» **Records shown**
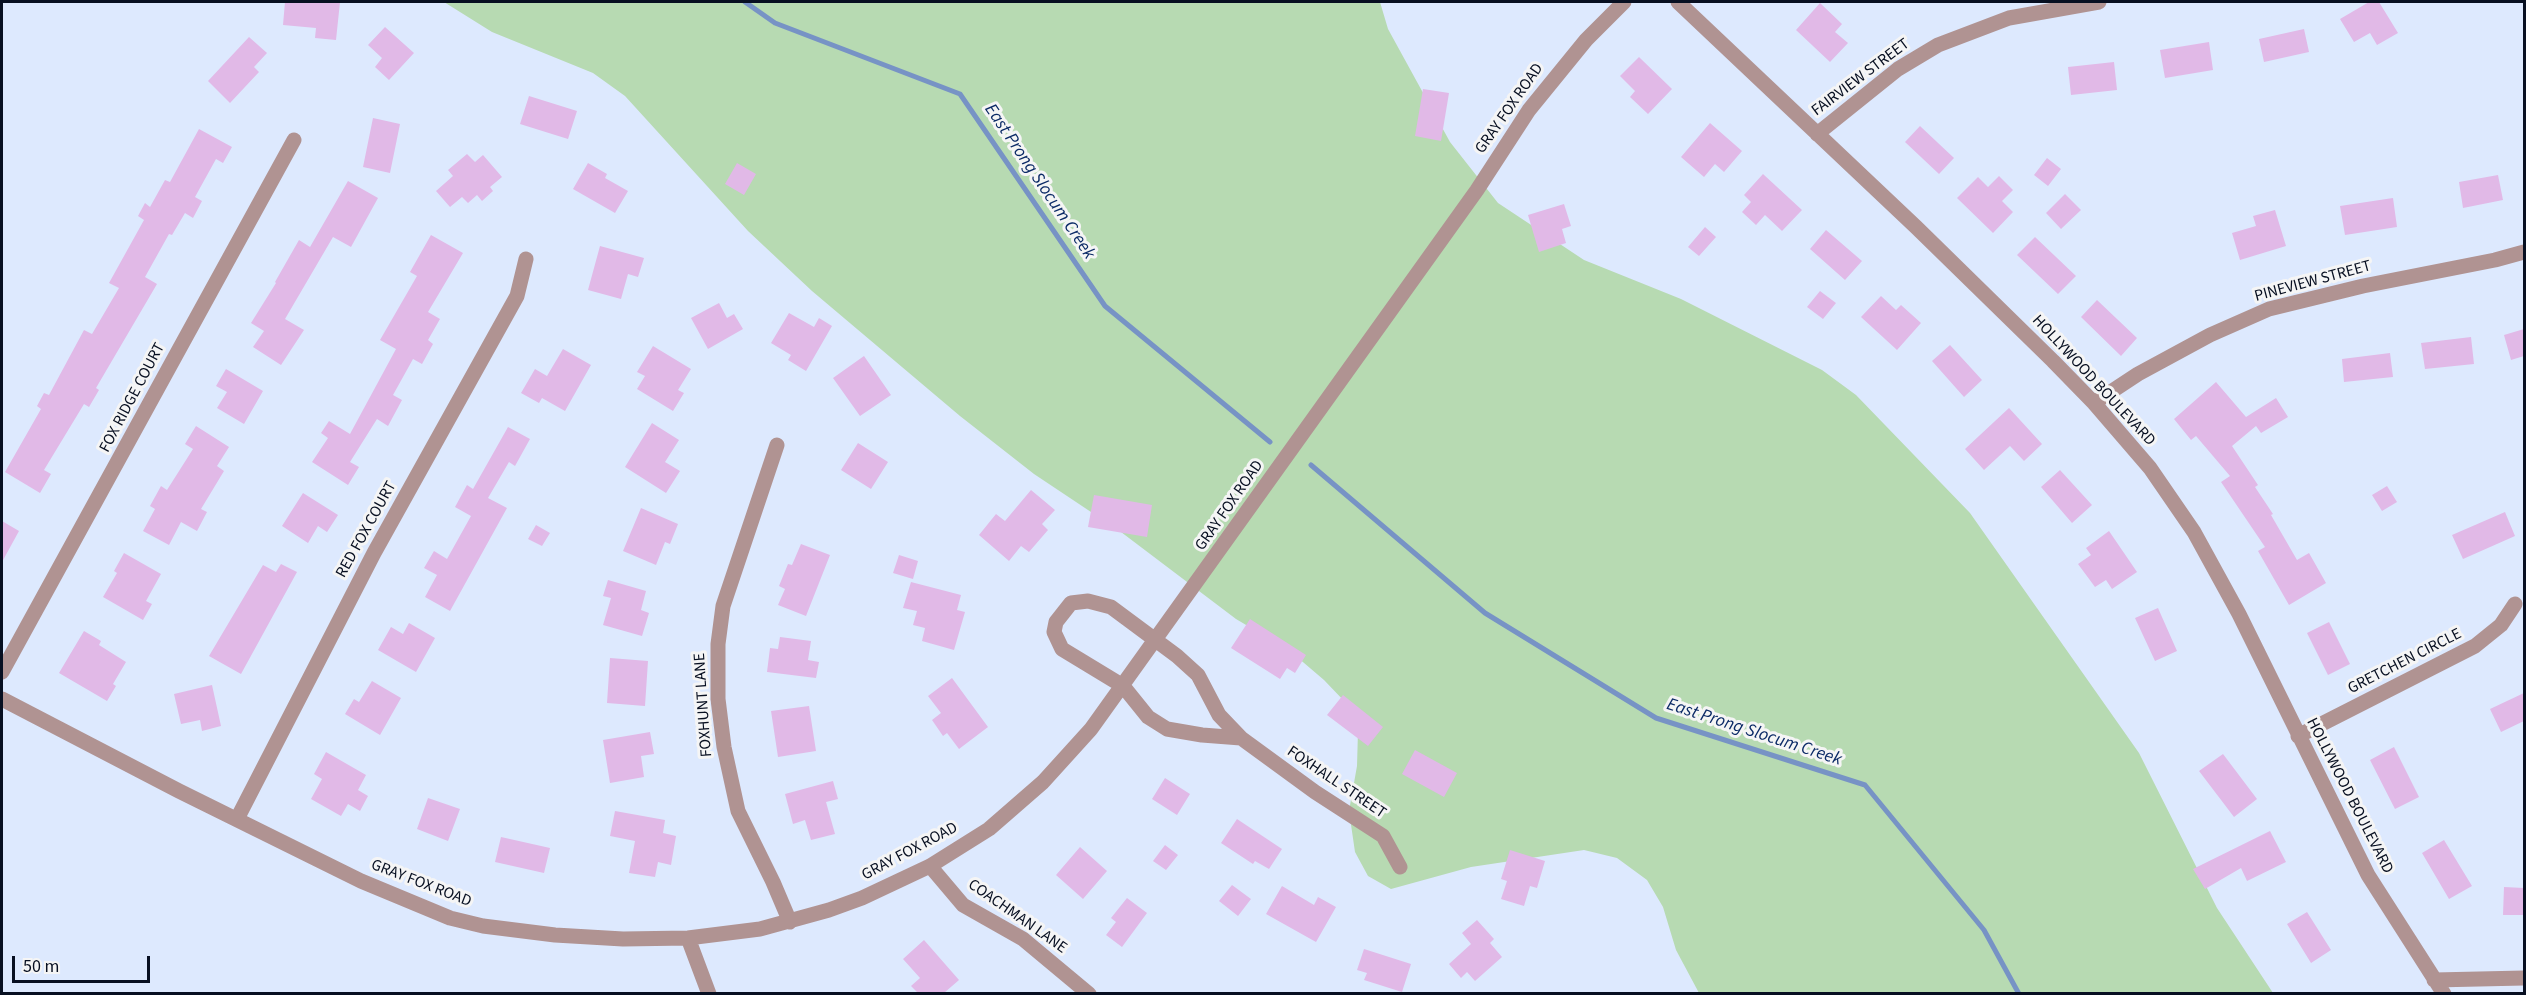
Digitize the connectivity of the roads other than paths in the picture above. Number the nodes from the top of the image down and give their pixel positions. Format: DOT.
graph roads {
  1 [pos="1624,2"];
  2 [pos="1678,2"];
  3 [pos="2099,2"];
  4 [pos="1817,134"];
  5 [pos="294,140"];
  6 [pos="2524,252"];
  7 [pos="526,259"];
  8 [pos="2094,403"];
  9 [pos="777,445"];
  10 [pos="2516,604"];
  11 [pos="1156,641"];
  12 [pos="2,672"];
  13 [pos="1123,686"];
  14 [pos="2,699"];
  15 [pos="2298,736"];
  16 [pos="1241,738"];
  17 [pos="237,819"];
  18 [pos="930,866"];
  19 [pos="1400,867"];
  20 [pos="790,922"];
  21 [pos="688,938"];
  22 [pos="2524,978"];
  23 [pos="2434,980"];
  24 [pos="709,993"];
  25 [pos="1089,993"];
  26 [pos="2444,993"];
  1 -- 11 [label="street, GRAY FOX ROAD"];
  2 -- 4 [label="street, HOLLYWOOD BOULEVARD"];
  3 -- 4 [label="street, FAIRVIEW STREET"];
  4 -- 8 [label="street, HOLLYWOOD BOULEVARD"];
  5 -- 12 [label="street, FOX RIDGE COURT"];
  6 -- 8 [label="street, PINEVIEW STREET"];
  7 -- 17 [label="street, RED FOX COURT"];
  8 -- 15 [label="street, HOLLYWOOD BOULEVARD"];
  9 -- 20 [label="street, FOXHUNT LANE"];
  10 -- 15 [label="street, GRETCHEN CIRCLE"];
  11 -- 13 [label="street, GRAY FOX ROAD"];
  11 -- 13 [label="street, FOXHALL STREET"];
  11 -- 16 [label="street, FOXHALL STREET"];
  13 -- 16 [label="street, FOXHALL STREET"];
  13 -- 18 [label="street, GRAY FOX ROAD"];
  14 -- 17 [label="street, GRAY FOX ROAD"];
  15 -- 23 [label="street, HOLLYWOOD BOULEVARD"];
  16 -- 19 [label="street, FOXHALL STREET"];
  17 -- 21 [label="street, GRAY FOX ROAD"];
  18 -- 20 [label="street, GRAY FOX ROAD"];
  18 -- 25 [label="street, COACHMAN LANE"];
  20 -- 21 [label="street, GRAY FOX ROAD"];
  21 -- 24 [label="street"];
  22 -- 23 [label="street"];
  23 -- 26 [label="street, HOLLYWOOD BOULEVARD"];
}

» **Task**
Please copy every entry exactly, without the pictures.

» **Solution to the exercise**
Digitize the connectivity of the roads other than paths in the picture above. Number the nodes from the top of the image down and give their pixel positions. Format: DOT.
graph roads {
  1 [pos="1624,2"];
  2 [pos="1678,2"];
  3 [pos="2099,2"];
  4 [pos="1817,134"];
  5 [pos="294,140"];
  6 [pos="2524,252"];
  7 [pos="526,259"];
  8 [pos="2094,403"];
  9 [pos="777,445"];
  10 [pos="2516,604"];
  11 [pos="1156,641"];
  12 [pos="2,672"];
  13 [pos="1123,686"];
  14 [pos="2,699"];
  15 [pos="2298,736"];
  16 [pos="1241,738"];
  17 [pos="237,819"];
  18 [pos="930,866"];
  19 [pos="1400,867"];
  20 [pos="790,922"];
  21 [pos="688,938"];
  22 [pos="2524,978"];
  23 [pos="2434,980"];
  24 [pos="709,993"];
  25 [pos="1089,993"];
  26 [pos="2444,993"];
  1 -- 11 [label="street, GRAY FOX ROAD"];
  2 -- 4 [label="street, HOLLYWOOD BOULEVARD"];
  3 -- 4 [label="street, FAIRVIEW STREET"];
  4 -- 8 [label="street, HOLLYWOOD BOULEVARD"];
  5 -- 12 [label="street, FOX RIDGE COURT"];
  6 -- 8 [label="street, PINEVIEW STREET"];
  7 -- 17 [label="street, RED FOX COURT"];
  8 -- 15 [label="street, HOLLYWOOD BOULEVARD"];
  9 -- 20 [label="street, FOXHUNT LANE"];
  10 -- 15 [label="street, GRETCHEN CIRCLE"];
  11 -- 13 [label="street, GRAY FOX ROAD"];
  11 -- 13 [label="street, FOXHALL STREET"];
  11 -- 16 [label="street, FOXHALL STREET"];
  13 -- 16 [label="street, FOXHALL STREET"];
  13 -- 18 [label="street, GRAY FOX ROAD"];
  14 -- 17 [label="street, GRAY FOX ROAD"];
  15 -- 23 [label="street, HOLLYWOOD BOULEVARD"];
  16 -- 19 [label="street, FOXHALL STREET"];
  17 -- 21 [label="street, GRAY FOX ROAD"];
  18 -- 20 [label="street, GRAY FOX ROAD"];
  18 -- 25 [label="street, COACHMAN LANE"];
  20 -- 21 [label="street, GRAY FOX ROAD"];
  21 -- 24 [label="street"];
  22 -- 23 [label="street"];
  23 -- 26 [label="street, HOLLYWOOD BOULEVARD"];
}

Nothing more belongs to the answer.